In Europa, ma non solo, continua a cresce l’interesse verso il settore eolico offshore: da una recente stima effettuata, risulta infatti che, nel vecchio continente, a metà del 2013 era possibile registrare la presenza di circa 2.000 turbine marine connesse alla rete, distribuite in 58 impianti, situati in 10 differenti Paesi, per una capacità complessiva di poco più di 6.000 megawatt.
Secondo le stime effettuate dall’Ewea (European Wind Industry Association), nel 2020 si potrebbero addirittura raggiungere i 40 GW, quantità capace di soddisfare il 4% della domanda europea di elettricità e nei 10 anni seguenti la percentuale dovrebbe crescere fino al 14%; anche se a dire il vero questa ottimistica previsione sul futuro dell’eolico offshore non trova un consenso unanime da parte di tutti gli esperti del settore. Questa tecnologia è indubbiamente ancora molto giovane per cui ha un buon margine residuo di sviluppo e perfezionamento; le perplessità maggiori riguardano senza dubbio i costi, che al momento sono all’incirca doppi rispetto a quelli dell’eolico a terra.
La prima centrale eolica offshore è stata installata dalla Siemens in Danimarca nel 1991, a Vindeby e l’impianto è tutt’oggi funzionante; da allora il costo del  MWh prodotto in questo modo è già diminuito del 40%, per cui è possibile auspicare un ulteriore ribasso futuro, anche se molto, come sempre, dipenderà non solo dagli sviluppi tecnologici, ma anche dalla politica e dal sistema di incentivi di cui questa tecnologia potrà godere. Oggi ogni MWh prodotto grazie agli impianti offshore nel mare del Nord costa all’incirca 140 euro, l’obiettivo sarebbe quello di riuscire entro il 2020 ad attestarsi al di sotto dei 100 euro per megawattora. Sempre la Siemens ha recentemente realizzato il London Array, che attualmente risulta essere il parco eolico offshore più grande al mondo, grazie alle sue 175 turbine da 3,6 MW: situato a circa 20 chilometri dalle coste del Kent e dell’Essex (Regno Unito): è stato inaugurato lo scorso luglio ed eroga 630 MW di energia l’anno, soddisfacendo così il fabbisogno elettrico di 500 mila famiglie inglesi.

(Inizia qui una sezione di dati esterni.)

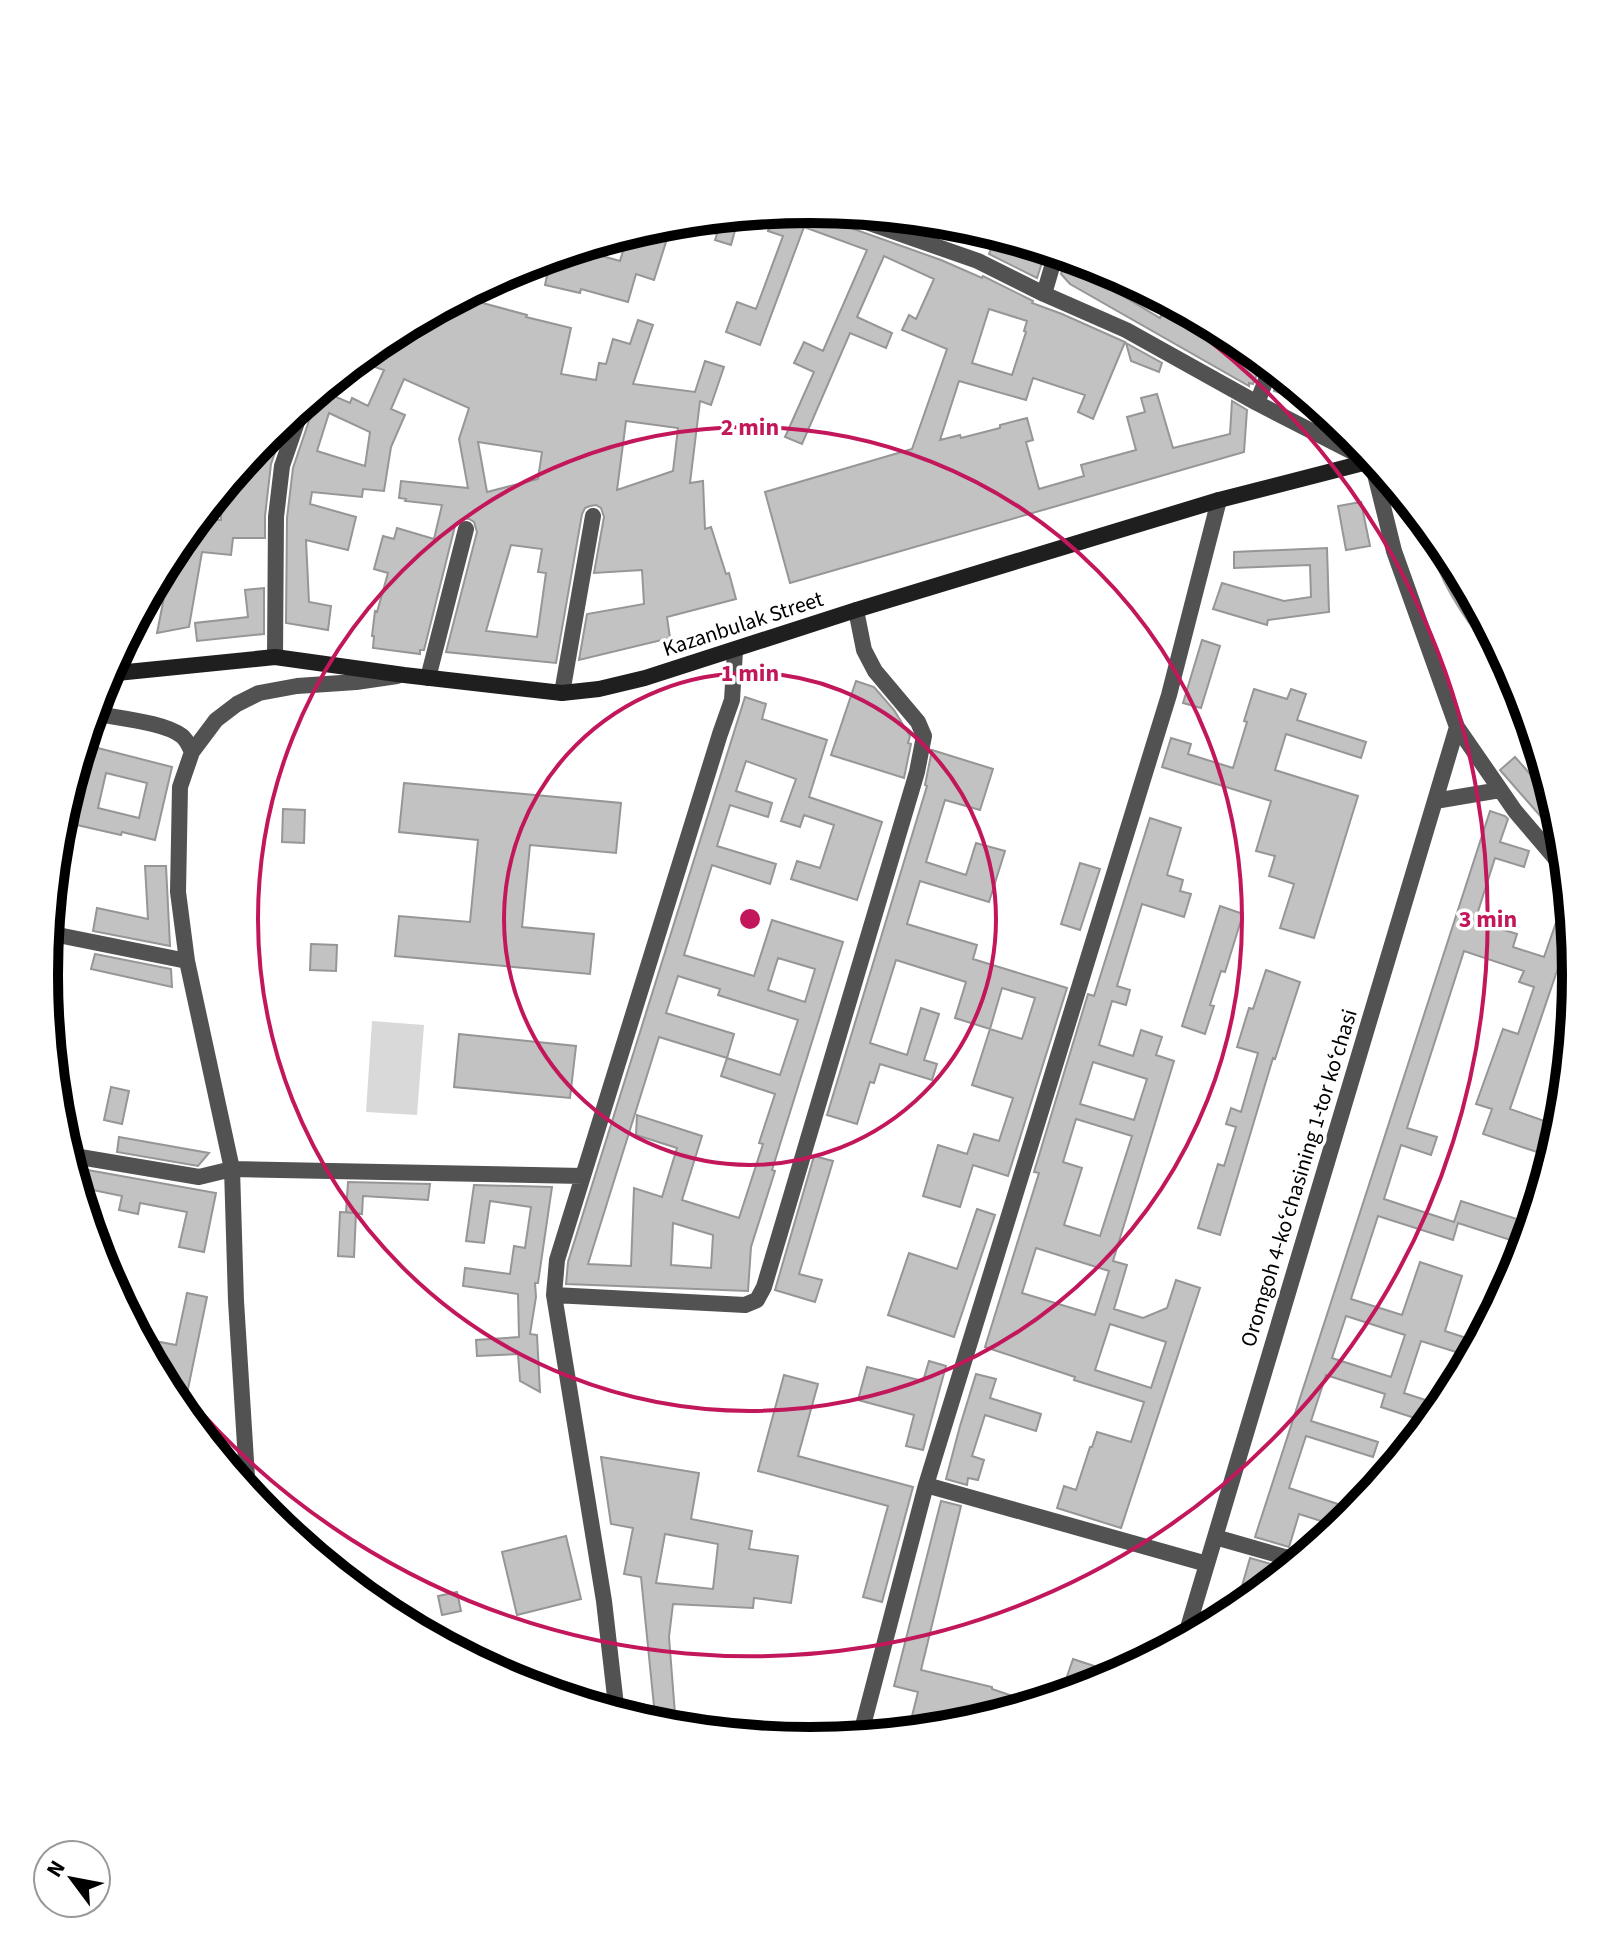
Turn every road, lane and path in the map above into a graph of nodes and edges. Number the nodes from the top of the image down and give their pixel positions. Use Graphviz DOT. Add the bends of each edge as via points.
graph roads {
  1 [pos="880,227"];
  2 [pos="1053,263"];
  3 [pos="1044,294"];
  4 [pos="1267,377"];
  5 [pos="1257,403"];
  6 [pos="295,427"];
  7 [pos="1347,447"];
  8 [pos="1360,462"];
  9 [pos="1376,479"];
  10 [pos="1219,500"];
  11 [pos="593,516"];
  12 [pos="466,529"];
  13 [pos="856,610"];
  14 [pos="735,651"];
  15 [pos="275,657"];
  16 [pos="122,672"];
  17 [pos="404,675"];
  18 [pos="428,678"];
  19 [pos="562,693"];
  20 [pos="105,715"];
  21 [pos="1457,727"];
  22 [pos="192,752"];
  23 [pos="1500,790"];
  24 [pos="1435,801"];
  25 [pos="1554,856"];
  26 [pos="60,935"];
  27 [pos="187,961"];
  28 [pos="81,1157"];
  29 [pos="232,1169"];
  30 [pos="583,1176"];
  31 [pos="554,1295"];
  32 [pos="247,1474"];
  33 [pos="926,1485"];
  34 [pos="1215,1537"];
  35 [pos="1287,1558"];
  36 [pos="1207,1564"];
  37 [pos="1188,1626"];
  38 [pos="616,1702"];
  39 [pos="863,1726"];
  1 -- 3 [label="street" via="978,261"];
  2 -- 3 [label="street"];
  3 -- 5 [label="street" via="1126,330"];
  4 -- 5 [label="street"];
  5 -- 7 [label="street"];
  6 -- 15 [label="street" via="282,466 278,504"];
  8 -- 10 [label="main road, Kazanbulak Street"];
  9 -- 21 [label="street" via="1394,551"];
  10 -- 13 [label="main road, Kazanbulak Street"];
  10 -- 33 [label="street" via="1169,695"];
  11 -- 19 [label="street"];
  12 -- 18 [label="street"];
  13 -- 14 [label="main road, Kazanbulak Street"];
  13 -- 31 [label="street" via="864,650 875,671 924,736 764,1287 757,1300 745,1305"];
  14 -- 19 [label="main road, Kazanbulak Street" via="645,678"];
  14 -- 30 [label="street" via="732,700"];
  15 -- 16 [label="main road, Kazanbulak Street"];
  15 -- 17 [label="main road, Kazanbulak Street"];
  17 -- 18 [label="main road, Kazanbulak Street"];
  17 -- 22 [label="street" via="259,693 216,720"];
  18 -- 19 [label="main road, Kazanbulak Street"];
  20 -- 22 [label="street" via="170,729 188,742"];
  21 -- 23 [label="street"];
  21 -- 24 [label="street, Oromgoh 4-koʻchasining 1-tor koʻchasi"];
  22 -- 27 [label="street" via="180,787 178,819 178,892"];
  23 -- 24 [label="street"];
  23 -- 25 [label="street"];
  24 -- 34 [label="street, Oromgoh 4-koʻchasining 1-tor koʻchasi"];
  26 -- 27 [label="street"];
  27 -- 29 [label="street"];
  28 -- 29 [label="street" via="199,1177"];
  29 -- 30 [label="street"];
  29 -- 32 [label="street"];
  30 -- 31 [label="street" via="557,1260"];
  31 -- 38 [label="street"];
  33 -- 36 [label="street"];
  33 -- 39 [label="street"];
  34 -- 35 [label="street"];
  34 -- 36 [label="street, Oromgoh 4-koʻchasining 1-tor koʻchasi"];
  36 -- 37 [label="street, Oromgoh 4-koʻchasining 1-tor koʻchasi"];
}
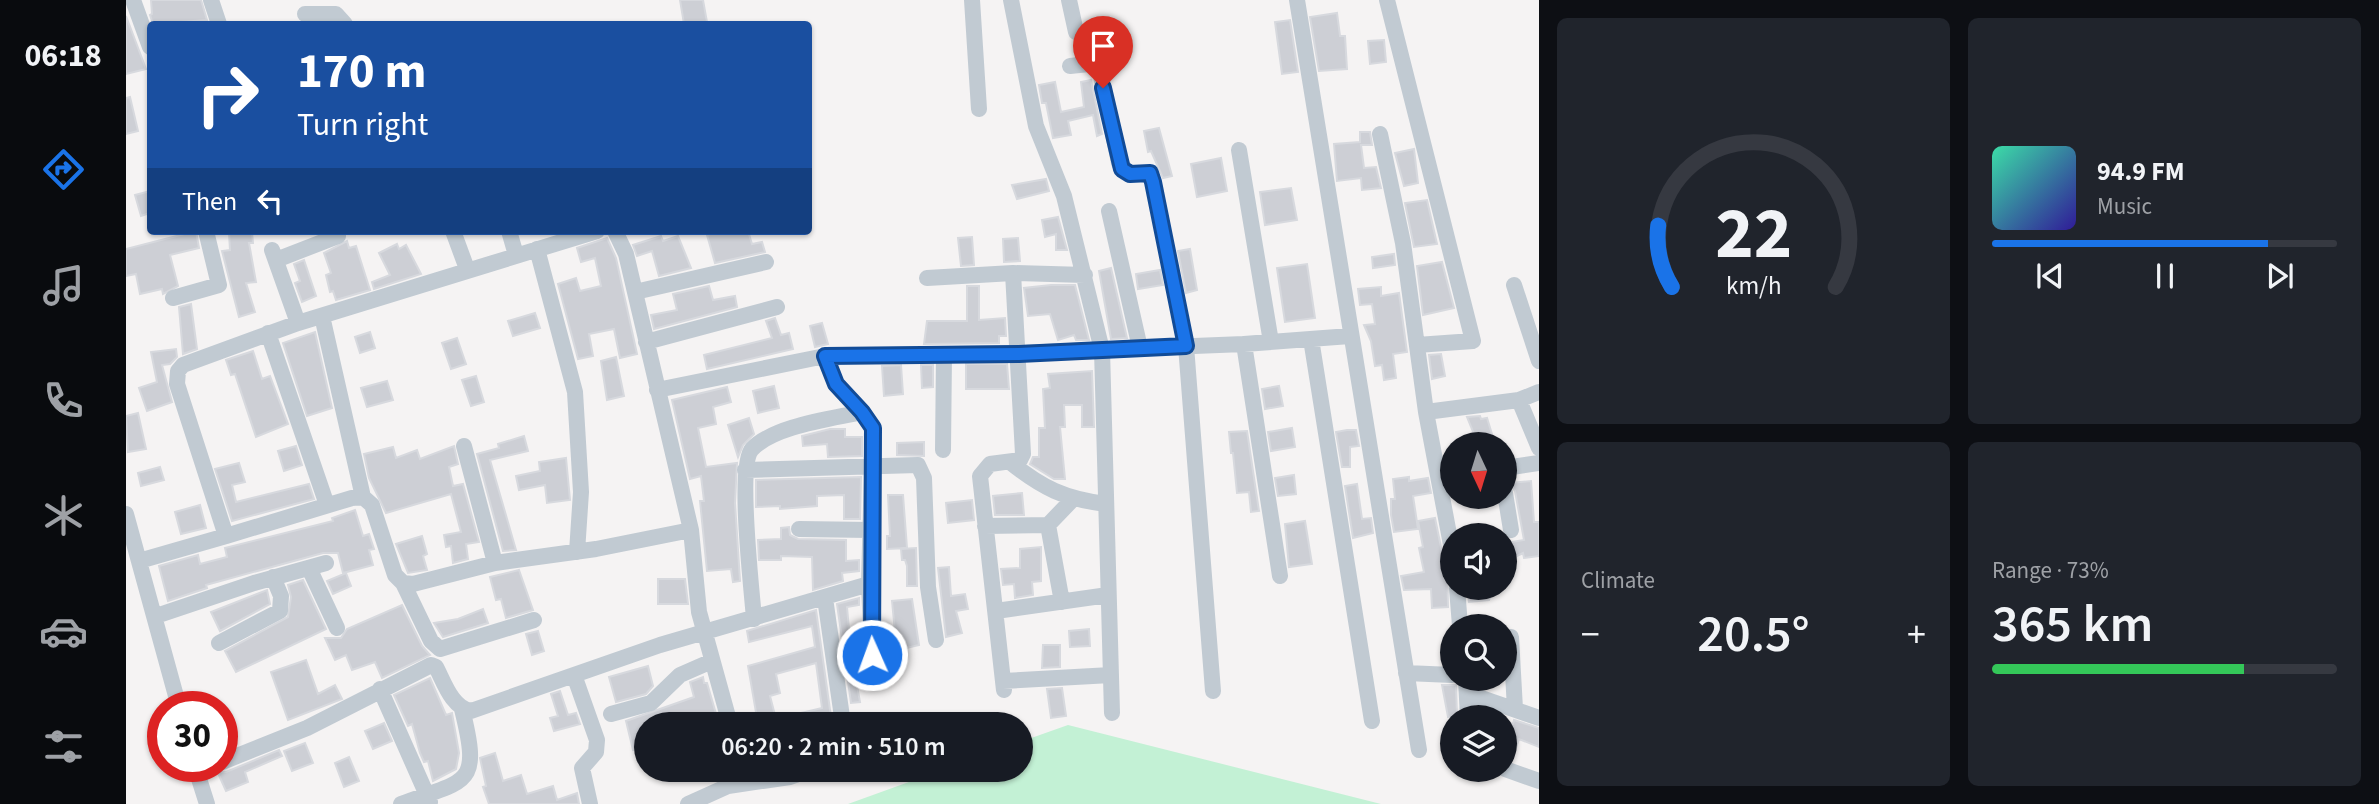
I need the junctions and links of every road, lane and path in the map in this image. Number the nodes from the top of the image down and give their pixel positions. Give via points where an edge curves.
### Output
1 (133, 0) edge
2 (211, 0) edge
3 (972, 0) edge
4 (1011, 0) edge
5 (1069, 0) edge
6 (1297, 0) edge
7 (1387, 0) edge
8 (305, 13) edge
9 (218, 21) edge
10 (342, 21) edge
11 (147, 39) edge
12 (1098, 62) junction
13 (1070, 66) dead end
14 (979, 109) dead end
15 (1380, 134) dead end
16 (1239, 150) dead end
17 (1109, 211) dead end
18 (207, 235) edge
19 (454, 235) edge
20 (510, 235) edge
21 (584, 235) edge
22 (617, 235) edge
23 (338, 236) dead end
24 (537, 249) junction
25 (516, 255) junction
26 (766, 262) dead end
27 (467, 269) junction
28 (1013, 273) junction
29 (1085, 275) junction
30 (928, 278) dead end
31 (1514, 285) dead end
32 (635, 292) junction
33 (173, 298) dead end
34 (777, 307) dead end
35 (322, 316) junction
36 (298, 323) junction
37 (268, 333) junction
38 (1350, 336) junction
39 (1311, 339) junction
40 (646, 342) junction
41 (1271, 342) junction
42 (1244, 344) junction
43 (1417, 345) junction
44 (1186, 346) junction
45 (1140, 348) junction
46 (1102, 350) junction
47 (944, 354) junction
48 (1019, 354) junction
49 (825, 356) junction
50 (1539, 361) edge
51 (657, 390) junction
52 (1539, 392) edge
53 (1519, 400) junction
54 (862, 412) junction
55 (1426, 412) junction
56 (464, 446) dead end
57 (1539, 448) edge
58 (943, 450) dead end
59 (1440, 458) edge
60 (1010, 462) junction
61 (1539, 463) edge
62 (873, 466) junction
63 (1517, 466) edge
64 (745, 470) junction
65 (363, 497) junction
66 (1072, 500) junction
67 (327, 505) junction
68 (1106, 505) junction
69 (126, 514) edge
70 (1048, 525) junction
71 (985, 526) junction
72 (799, 529) dead end
73 (691, 530) junction
74 (870, 530) junction
75 (226, 536) junction
76 (578, 552) junction
77 (139, 561) junction
78 (326, 563) dead end
79 (495, 563) junction
80 (309, 568) junction
81 (1280, 576) dead end
82 (273, 577) junction
83 (403, 583) junction
84 (869, 584) junction
85 (1108, 595) junction
86 (825, 598) junction
87 (1062, 601) junction
88 (996, 611) junction
89 (156, 616) junction
90 (754, 619) junction
91 (534, 620) dead end
92 (337, 628) dead end
93 (704, 634) junction
94 (936, 640) dead end
95 (219, 643) dead end
96 (872, 655) dead end
97 (712, 661) junction
98 (1406, 673) junction
99 (1111, 674) junction
100 (1440, 674) edge
101 (574, 675) junction
102 (380, 689) junction
103 (176, 691) edge
104 (1213, 691) dead end
105 (1477, 691) edge
106 (1506, 705) edge
107 (462, 709) junction
108 (1517, 710) edge
109 (727, 712) edge
110 (841, 712) edge
111 (611, 713) dead end
112 (1112, 713) dead end
113 (1539, 718) edge
114 (1372, 721) dead end
115 (1419, 750) dead end
116 (238, 755) edge
117 (1517, 773) edge
118 (1539, 781) edge
119 (203, 782) edge
120 (731, 782) edge
121 (428, 799) edge
122 (207, 804) edge
123 (401, 804) edge
124 (590, 804) edge
125 (688, 804) edge

1 - 11 street
2 - 9 street
3 - 14 street
4 - 29 street via 1036,126 1064,196
5 - 12 street
6 - 38 street
7 - 43 street via 1473,341
8 - 10 street via 336,14
12 - 13 street
12 - 44 street via 1119,163 1130,174 1150,173 1153,182
15 - 43 street via 1403,243
16 - 41 street
17 - 45 street
18 - 33 street via 219,285
19 - 27 street
20 - 25 street
21 - 24 street
22 - 32 street
23 - 36 street via 274,255
24 - 25 street
24 - 76 street via 575,392
25 - 27 street
26 - 32 street
27 - 35 street
28 - 29 street
28 - 30 street
28 - 48 street
29 - 46 street
31 - 50 street
32 - 40 street
34 - 40 street
35 - 36 street
35 - 65 street
36 - 37 street
37 - 67 street
37 - 75 street via 194,359 178,371 177,384
38 - 39 street
38 - 98 street
39 - 41 street
39 - 114 street
40 - 51 street
41 - 42 street
42 - 44 street
42 - 81 street
43 - 55 street
44 - 45 street
44 - 104 street
45 - 46 street
46 - 48 street
46 - 68 street
47 - 48 street
47 - 49 street
47 - 58 street
48 - 60 street via 1024,454
49 - 51 street
49 - 54 street via 836,384
51 - 73 street
52 - 53 street
53 - 55 street
53 - 57 street
54 - 62 street via 873,428
54 - 64 street via 776,435 754,446 746,456
55 - 59 street
56 - 79 street
60 - 66 street via 1034,482
60 - 71 street via 990,464 980,476
61 - 63 street
62 - 64 street
62 - 74 street
62 - 94 street via 910,464 922,469 928,587
64 - 90 street
65 - 67 street
65 - 83 street via 372,505 395,575
66 - 68 street
66 - 70 street
67 - 75 street
68 - 85 street
69 - 77 street
70 - 71 street
70 - 87 street
71 - 88 street
72 - 74 street
73 - 76 street
73 - 93 street
74 - 84 street
75 - 77 street
76 - 79 street
77 - 89 street
78 - 80 street
79 - 83 street
80 - 82 street
80 - 92 street
82 - 89 street
82 - 95 street via 281,596 280,611
83 - 91 street via 431,641 440,649
84 - 86 street
84 - 96 street
85 - 87 street
85 - 99 street
86 - 90 street
86 - 110 street
87 - 88 street
88 - 99 street via 1004,686
89 - 103 street
90 - 93 street
93 - 97 street
93 - 101 street
97 - 109 street
97 - 111 street via 680,675 651,703
98 - 100 street
98 - 115 street
99 - 112 street
101 - 107 street via 471,711
101 - 124 street via 597,740 596,752 582,768
102 - 107 street via 431,665
102 - 116 street
102 - 121 street
105 - 106 street
107 - 121 street via 471,767 456,783
108 - 113 street
117 - 118 street
119 - 122 street
120 - 125 street
121 - 123 street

L’interesse dimostrato dall’Italia nei confronti di tale tecnologia è decisamente ancora molto basso; questo un pò è dovuto alle caratteristiche dei fondali marini italiani, che risultano essere molto ripidi soprattutto sulla costa tirrenica, che in realtà godrebbe di un potenziale superiore a quella adriatica ed un pò perchè comunque rispetto al mare del Nord la ventosità costiera italiana è decisamente meno allettante, escludendo Sicilia e costa occidentale della Sardegna che invece sarebbero location ideali. Di certo non agevolano lo sviluppo anche l’incertezza normativa, la mancanza di linee guida nazionali e di incentivi adeguati a riguardo, nonché la scarsa accettazione da parte popolare nei confronti della presenza di impianti di questo tipo considerati brutti e di eccessivo impatto visivo, in quanto minano la bellezza delle nostre coste, sicuramente meta privilegiata di turismo molto più di quelle del Nord Europa.
Per ora, nel nostro paese è stato autorizzato un unico progetto che si può realmente definire offshore da realizzarsi nel golfo di Gela ed avanzato da Mediterranean Wind Offshore (del Gruppo Termomeccanica),che dovrebbe produrre 136 MW grazie a turbine da 3,5 MW; ma, nonostante il ministero dell’Ambiente già nel 2012 abbia rilasciato l’autorizzazione a seguito della presentazione della Valutazione d’impatto ambientale, tutto è bloccato a causa di un ricorso al Tar inoltrato da alcuni Comuni dell’area interessata. Gli altri esperimenti eolici “nostrani” in mare sono tutti di tipo near shore, come ad esempio pugliese da 30 MW, che è peraltro risultato vincitore della prima asta eolica tenutasi a fine 2012.